If you are told about my friend Raven, living off the grid on 77 acres, you might imagine a bush woman. She bakes cookies and tends a garden. She forages for food from the forest. But she also studies Buddhism and Quantum Physics, and gets books from the interlibrary loan system, but I have to be choosy when I decide what links to send her from the Internet. A YouTube video can eat up half her month’s budget for data, 2GB, podcasts less, but still data-hungry. I worry about sending her photos that might weigh more than a megabyte. I know that she uses her data sagely, and visits the library in Powassan 20 minutes away when she has to do something serious on the Internet. Thankfully the Internet there is free and unlimited. But isn’t it limiting to have to drive to your Internet? For me it would take 40 minutes. That’s like going from Downtown Toronto the airport to check your emails. And I’ve done it many times.

A neighbor at my parent’s cottage, moved from the city of North Bay to the country –– on a lake –- as a way to change pace. But as a game developer cannot get reliable, reasonably cost Internet to let him work from home. The lag is too slow. Unless, as he was told by Bell, that he invests $10,000 of his own money in helping them install lines for high-speed Internet access.

I was in India not long ago, and for 60GB a month (2GB a day) and unlimited calling in India, I paid about $10 Canadian dollars.

Canada has a problem. People who live in the north are intelligent. They are fierce, they are survivors and they appreciate the best of what Canada has to offer: fresh water, abundant wildness, good spirited neighbors who will help you in a jiffy if you ever need them. They are our lifelines to protecting what’s ours. Our own wild. You can’t compare this to living in a compressed single-family house with no property in the Greater Toronto Area. People there are cut off from nature.

I understand that one of the problems, and arguments that Bell, Rogers and the other cell phone companies is that Canada is a big country. It costs a couple or a few millions to install a cell phone tower to service rural populations. Usage of those towers will require steep fees, crippling fees to anyone who can never dream of getting home-based Wi-Fi cables. Cell phone Internet is the only option. But the government rather than owning this business has sold it to the highest bidder. Cell phone tower construction is privatized. Of course profits trump building better societies. I thought Canada was better than this.

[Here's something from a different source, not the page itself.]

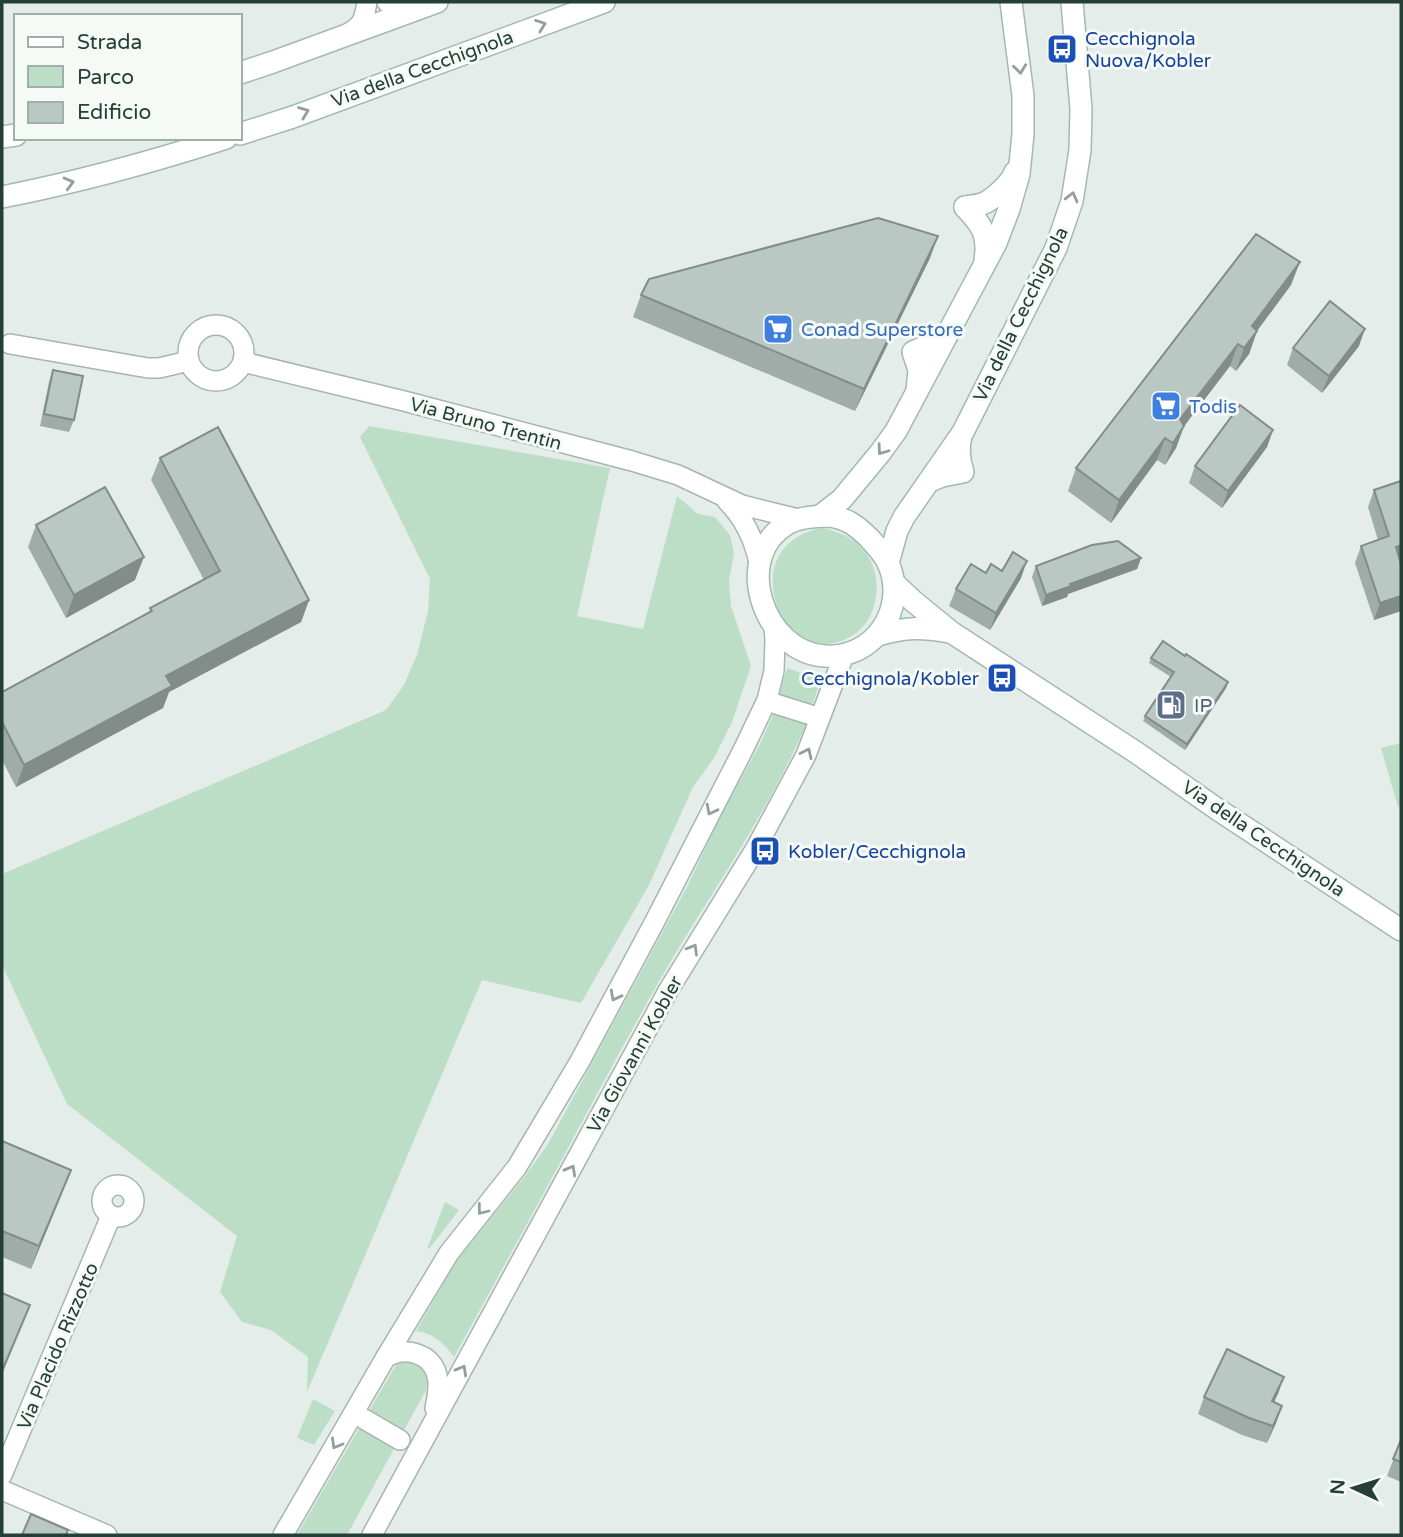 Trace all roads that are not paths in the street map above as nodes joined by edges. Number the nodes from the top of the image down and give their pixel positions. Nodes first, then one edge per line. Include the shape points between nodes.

While my summer and the reality I created for myself came with a lot of hard work: soul-searching, cleaning out raccoon dung from a house not lived in in 7 years, learning how to fire a rifle to keep the bears and moose away, my summer in the north turned out well thanks to the community of scattered people I met along the way –– but also thanks to those 40 gigabytes that helped me share, reach out, connect to people. With them, I could download songs in time of need, or to watch a TV show to keep the fear of being alone at bay.

Now, your neighbors in the north may live 3 miles down the road, or a 20-minute ride down the Alsace but they always have time for a chat, a walk around the forest or to teach you how to shoot a rifle. These same people I had met and come to love, had tried the Facebook app on their smart phones, and loved it, but the cost of data in the north, on their limited salaries, pensions or disability checks forced them to unplug Facebook, and for the most part connection to the Internet. Their smart phones are really just featureless without low-cost data access.

Maybe this is Mother Nature at work? Keeping the locals in Northern Ontario off Facebook to protect their way of life in the wild so they have time to bake cookies? Collect wild mushrooms? I was there for a month. I had all the time in the world to do those things, and even collect footage for a documentary movie, and meet more friends that some locals meet in 10 years. Those 40 gigabytes for me helped keep me grounded in the wild. To ask friends for words of support. Without them my dad would have won the bet. I would have been back to Newmarket and shopping at the mall on Monday.